Re: crush multiweight implementation details

Loic Dachary <loic@xxxxxxxxxxx> · Tue, 11 Apr 2017 08:49:24 +0200

On 04/10/2017 04:53 PM, Loic Dachary wrote:
> 
> 
> On 04/10/2017 04:44 PM, Sage Weil wrote:
>> On Mon, 10 Apr 2017, Loic Dachary wrote:
>>> On 04/10/2017 04:11 PM, Sage Weil wrote:
>>>> On Mon, 10 Apr 2017, Loic Dachary wrote:
>>>>> Hi Sage,
>>>>>
>>>>> We could have:
>>>>>
>>>>> struct crush_choose_arg {
>>>>>   __u32 bucket_id;
>>>>>   __u32 num_items;
>>>>>   __u32 *ids; // override the bucket items for placement
>>>>>   __u32 num_positions;
>>>>>   __u32 *weights; // size is num_positions*num_items
>>>>> };
>>>>>  
>>>>> struct crush_choose_arg_map {
>>>>>   struct crush_choose_arg *args;
>>>>>   __u32 size;
>>>>> };
>>>>>
>>>>> and
>>>>>
>>>>> void crush_init_workspace(const struct crush_map *m, struct crush_choose_arg_map *arg_map, void *v) {
>>>>> ...
>>>>> if (m->buckets[b]->id == arg_map[b]->bucket_id)
>>>>>    w->work[b]->arg = arg_map[b];
>>>>> ...
>>>>> }
>>>>>
>>>>> with
>>>>>
>>>>> struct crush_work_bucket {
>>>>>     __u32 perm_x; /* @x for which *perm is defined */
>>>>>     __u32 perm_n; /* num elements of *perm that are permuted/defined */
>>>>>     __u32 *perm;  /* Permutation of the bucket's items */
>>>>>     struct crush_choose_arg *arg;
>>>>> };
>>>>>
>>>>> There would be no need to change the code path since crush_bucket_choose 
>>>>> already is given the crush_work_bucket. And crush_init_workspace already 
>>>>> has logic that is algorithm dependent.

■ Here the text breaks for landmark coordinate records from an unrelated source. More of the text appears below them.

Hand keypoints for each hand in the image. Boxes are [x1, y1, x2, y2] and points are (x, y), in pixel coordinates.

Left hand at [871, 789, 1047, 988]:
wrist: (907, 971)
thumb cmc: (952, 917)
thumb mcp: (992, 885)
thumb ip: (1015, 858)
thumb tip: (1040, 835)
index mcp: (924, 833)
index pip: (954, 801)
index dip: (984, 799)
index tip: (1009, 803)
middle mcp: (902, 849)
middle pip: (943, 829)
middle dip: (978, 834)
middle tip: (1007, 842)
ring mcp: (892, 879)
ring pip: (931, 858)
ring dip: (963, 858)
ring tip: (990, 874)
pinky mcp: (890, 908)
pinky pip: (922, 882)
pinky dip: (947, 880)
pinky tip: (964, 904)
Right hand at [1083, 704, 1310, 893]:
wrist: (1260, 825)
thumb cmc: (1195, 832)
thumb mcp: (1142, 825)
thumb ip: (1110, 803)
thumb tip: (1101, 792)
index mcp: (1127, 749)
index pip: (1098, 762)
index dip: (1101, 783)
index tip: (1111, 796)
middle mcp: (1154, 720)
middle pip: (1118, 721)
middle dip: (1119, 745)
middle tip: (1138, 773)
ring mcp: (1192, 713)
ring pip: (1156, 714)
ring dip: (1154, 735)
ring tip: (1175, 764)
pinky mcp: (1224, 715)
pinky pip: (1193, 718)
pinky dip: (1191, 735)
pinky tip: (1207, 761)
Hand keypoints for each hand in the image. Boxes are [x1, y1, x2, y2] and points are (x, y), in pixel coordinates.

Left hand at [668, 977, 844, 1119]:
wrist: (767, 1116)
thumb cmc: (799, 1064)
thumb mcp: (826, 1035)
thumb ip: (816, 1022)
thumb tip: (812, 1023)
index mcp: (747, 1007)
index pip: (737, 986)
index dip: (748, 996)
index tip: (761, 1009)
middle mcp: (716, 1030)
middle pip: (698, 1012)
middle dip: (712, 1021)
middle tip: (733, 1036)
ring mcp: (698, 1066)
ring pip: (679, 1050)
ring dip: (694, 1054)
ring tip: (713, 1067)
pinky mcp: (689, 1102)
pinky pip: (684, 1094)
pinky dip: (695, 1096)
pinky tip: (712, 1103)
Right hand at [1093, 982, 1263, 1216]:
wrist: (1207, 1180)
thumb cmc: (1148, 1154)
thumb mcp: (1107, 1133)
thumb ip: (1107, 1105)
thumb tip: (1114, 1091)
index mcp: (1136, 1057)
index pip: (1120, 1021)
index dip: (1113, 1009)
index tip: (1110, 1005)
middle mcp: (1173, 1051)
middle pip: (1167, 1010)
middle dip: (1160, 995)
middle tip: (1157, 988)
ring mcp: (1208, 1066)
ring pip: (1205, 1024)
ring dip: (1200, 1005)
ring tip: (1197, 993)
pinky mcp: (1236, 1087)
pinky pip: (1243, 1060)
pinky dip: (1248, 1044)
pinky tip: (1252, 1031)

And all the sanity checks could 
>>>>> be done in crush_init_workspace so that the choose function only does 
>>>>> what's absolutely necessary.
>>>>
>>>> Allowing overrides of the bucket items too makes me nervous (do we have a 
>>>> use for that yet?), 
>>>
>>> Maybe I misunderstood what you were after with bucket_id in http://pad.ceph.com/p/crush-multiweight around here ?
>>>
>>> struct crush_bucket_weight_set {
>>>   __u32 bucket_id;  /* used as input to hash in place of bucket id */
>>>   __u32 num_positions, num_items;
>>>   __u32 *data; // index like [item*num_items+pos]
>>> };
>>
>> It's just the bucket id that matters; the members of the bucket don't need 
>> to change.  I'm not sure that the __u32 *ids above is needed for 
>> anything... unless I'm misunderstanding something?
> 
> The code would look like this:
> 
> static int bucket_straw2_choose(const struct crush_bucket_straw2 *bucket,
> 				int x, int r, const struct crush_choose_arg_list *arg_map, int position)
> {
>         struct crush_choose_arg_at_position *arg = get_straw2_choose_arg(bucket, arg_map, position);
> 	unsigned int i, high = 0;
> 	unsigned int u;
> 	unsigned int w;
>         unsigned int id;
> 	__s64 ln, draw, high_draw = 0;
> 
> 	for (i = 0; i < bucket->h.size; i++) {
> 		w = arg->weights[i];
>                 id = arg->ids[i];
>                 dprintk("weight 0x%x item %d\n", w, id);
> 		if (w) {
> 			u = crush_hash32_3(bucket->h.hash, x, id, r);
> 
> I don't see how changing the bucket id alone would work otherwise since it's not used.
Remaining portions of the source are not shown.